Nasarbajew düpierte bereits auch Investoren aus dem Westen

Nach der Parlamentswahl von Mitte Januar monierten internationale Beobachter zudem eklatante Verstöße gegen demokratische Grundprinzipien. Die Lage habe sich zuletzt "erheblich verschlechtert", kritisierte Human Rights Watch (HRW). "Ein Land, das grundlegende Menschenrechte verletzt, bietet kein gutes Umfeld für Investitionen", erklärte der HRW-Zentralasien-Experte Hugh Williamson. Merkel müsse gegenüber Nasarbajew auf die Achtung der Menschenrechte bestehen.

Heftige Kritik äußerte auch die Opposition im Bundestag. Die Grünen-Abgeordnete Viola von Cramon warf der Regierung vor, "wirtschaftspolitische Interessen über Menschenrechte und demokratische Mindeststandards" zu stellen. "Ohne jegliche Schamfrist belohnt die Bundesregierung Präsident Nasarbajew nun mit einem Staatsempfang in Berlin und der Unterzeichnung einer Rohstoffpartnerschaft", erklärte von Cramon.

Cramon hatte die umstrittene Parlamentswahl als Wahlbeobachterin der Organisation für Sicherheit und Zusammenarbeit (OSZE) begleitet - wie der Linken-Abgeordnete Andrej Hunko, der das Abkommen ebenfalls verurteilte. Ein Sprecher der Kanzlerin hatte in der vergangenen Woche angekündigt, Merkel wolle das Thema gegenüber Nasarbajew zur Sprache bringen.
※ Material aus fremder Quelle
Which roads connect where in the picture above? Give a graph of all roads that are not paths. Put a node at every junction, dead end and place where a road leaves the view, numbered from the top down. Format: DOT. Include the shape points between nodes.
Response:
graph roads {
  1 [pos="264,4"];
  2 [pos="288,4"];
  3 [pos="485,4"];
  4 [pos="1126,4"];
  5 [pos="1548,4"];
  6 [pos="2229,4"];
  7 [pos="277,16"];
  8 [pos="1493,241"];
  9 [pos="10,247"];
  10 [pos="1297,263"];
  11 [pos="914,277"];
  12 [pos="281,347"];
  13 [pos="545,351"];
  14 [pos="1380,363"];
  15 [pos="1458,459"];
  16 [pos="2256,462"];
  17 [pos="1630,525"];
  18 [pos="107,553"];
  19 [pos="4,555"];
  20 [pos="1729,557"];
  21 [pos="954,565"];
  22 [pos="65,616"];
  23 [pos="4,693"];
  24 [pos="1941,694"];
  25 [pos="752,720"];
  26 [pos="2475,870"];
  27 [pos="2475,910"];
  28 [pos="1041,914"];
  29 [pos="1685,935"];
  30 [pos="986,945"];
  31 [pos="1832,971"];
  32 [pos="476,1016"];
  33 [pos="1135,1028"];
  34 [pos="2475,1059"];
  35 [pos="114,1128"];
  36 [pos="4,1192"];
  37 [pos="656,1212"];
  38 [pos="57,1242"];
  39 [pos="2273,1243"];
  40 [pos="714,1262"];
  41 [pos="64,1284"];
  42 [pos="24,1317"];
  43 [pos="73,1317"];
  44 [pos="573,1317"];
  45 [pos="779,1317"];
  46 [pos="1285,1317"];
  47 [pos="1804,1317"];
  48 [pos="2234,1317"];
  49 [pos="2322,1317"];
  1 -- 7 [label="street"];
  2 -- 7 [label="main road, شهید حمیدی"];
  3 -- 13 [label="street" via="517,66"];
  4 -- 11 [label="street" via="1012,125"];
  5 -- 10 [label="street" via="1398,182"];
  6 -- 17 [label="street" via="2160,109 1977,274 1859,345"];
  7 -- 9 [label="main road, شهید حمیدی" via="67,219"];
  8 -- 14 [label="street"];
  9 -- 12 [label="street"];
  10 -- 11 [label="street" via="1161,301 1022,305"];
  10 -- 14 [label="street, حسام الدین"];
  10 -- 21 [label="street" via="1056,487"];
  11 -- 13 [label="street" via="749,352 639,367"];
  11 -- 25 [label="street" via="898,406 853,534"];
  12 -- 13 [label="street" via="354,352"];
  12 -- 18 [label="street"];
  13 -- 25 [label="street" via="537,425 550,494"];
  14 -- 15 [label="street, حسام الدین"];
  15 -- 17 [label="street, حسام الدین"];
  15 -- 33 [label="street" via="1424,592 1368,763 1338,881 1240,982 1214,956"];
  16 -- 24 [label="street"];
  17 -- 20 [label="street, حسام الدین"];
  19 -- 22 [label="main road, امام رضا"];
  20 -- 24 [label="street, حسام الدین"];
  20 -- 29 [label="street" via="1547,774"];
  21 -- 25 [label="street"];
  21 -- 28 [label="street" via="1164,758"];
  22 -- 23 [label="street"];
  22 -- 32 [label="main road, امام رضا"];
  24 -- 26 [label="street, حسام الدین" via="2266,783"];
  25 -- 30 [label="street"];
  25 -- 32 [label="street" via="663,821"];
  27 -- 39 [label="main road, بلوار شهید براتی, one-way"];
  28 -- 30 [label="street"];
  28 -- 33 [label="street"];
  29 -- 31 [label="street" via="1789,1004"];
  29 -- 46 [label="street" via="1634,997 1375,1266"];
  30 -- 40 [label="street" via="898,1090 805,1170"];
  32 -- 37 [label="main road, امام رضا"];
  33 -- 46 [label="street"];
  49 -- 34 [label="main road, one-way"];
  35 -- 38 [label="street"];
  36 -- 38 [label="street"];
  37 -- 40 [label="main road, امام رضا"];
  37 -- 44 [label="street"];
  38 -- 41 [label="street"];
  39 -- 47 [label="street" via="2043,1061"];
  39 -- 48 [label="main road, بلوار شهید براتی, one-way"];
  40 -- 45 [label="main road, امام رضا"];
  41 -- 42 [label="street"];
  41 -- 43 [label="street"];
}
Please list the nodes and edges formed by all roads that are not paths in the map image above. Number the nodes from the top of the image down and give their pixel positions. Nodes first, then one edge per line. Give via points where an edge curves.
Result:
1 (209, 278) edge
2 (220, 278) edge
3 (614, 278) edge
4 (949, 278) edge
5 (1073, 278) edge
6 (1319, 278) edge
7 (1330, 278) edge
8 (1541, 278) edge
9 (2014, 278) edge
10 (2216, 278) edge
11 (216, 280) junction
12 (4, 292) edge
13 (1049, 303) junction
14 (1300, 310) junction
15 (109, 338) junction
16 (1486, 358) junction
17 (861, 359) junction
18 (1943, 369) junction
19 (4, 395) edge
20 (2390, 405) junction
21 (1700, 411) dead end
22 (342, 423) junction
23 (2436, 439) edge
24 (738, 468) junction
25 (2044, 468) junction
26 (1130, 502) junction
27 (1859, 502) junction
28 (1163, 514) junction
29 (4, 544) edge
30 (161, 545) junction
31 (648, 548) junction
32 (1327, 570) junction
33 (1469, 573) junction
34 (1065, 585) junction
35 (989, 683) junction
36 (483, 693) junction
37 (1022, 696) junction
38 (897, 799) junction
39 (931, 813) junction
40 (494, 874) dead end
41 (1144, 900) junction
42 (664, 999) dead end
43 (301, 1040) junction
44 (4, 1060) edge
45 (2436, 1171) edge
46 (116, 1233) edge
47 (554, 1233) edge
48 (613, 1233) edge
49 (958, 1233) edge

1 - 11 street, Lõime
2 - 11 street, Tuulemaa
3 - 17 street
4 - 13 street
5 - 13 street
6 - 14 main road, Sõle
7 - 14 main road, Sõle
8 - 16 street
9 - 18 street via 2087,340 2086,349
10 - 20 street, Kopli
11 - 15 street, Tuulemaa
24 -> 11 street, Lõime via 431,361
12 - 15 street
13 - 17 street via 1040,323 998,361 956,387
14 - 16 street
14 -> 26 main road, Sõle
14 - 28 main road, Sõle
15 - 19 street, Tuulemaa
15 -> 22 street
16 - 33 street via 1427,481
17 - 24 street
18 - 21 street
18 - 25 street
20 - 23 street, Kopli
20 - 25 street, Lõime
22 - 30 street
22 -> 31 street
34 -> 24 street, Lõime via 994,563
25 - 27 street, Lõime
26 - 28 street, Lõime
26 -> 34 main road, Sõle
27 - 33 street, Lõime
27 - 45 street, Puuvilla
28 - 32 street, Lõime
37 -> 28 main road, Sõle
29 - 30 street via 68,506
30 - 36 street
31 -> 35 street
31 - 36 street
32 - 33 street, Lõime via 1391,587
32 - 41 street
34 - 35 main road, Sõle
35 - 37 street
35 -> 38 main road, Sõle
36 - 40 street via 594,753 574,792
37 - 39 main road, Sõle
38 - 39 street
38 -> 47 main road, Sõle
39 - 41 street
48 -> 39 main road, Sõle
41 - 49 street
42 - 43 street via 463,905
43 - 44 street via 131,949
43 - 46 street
Auch in wirtschaftlicher Hinsicht hat sich Nasarbajew bereits mehrfach als Machtpolitiker erwiesen. Im Sommer 2007 erlaubte er den kasachischen Behörden, bestehende Verträge mit westlichen Investoren zu ändern oder zu kündigen, wenn die wirtschaftlichen Interessen oder die nationale Sicherheit des Landes es erforderten.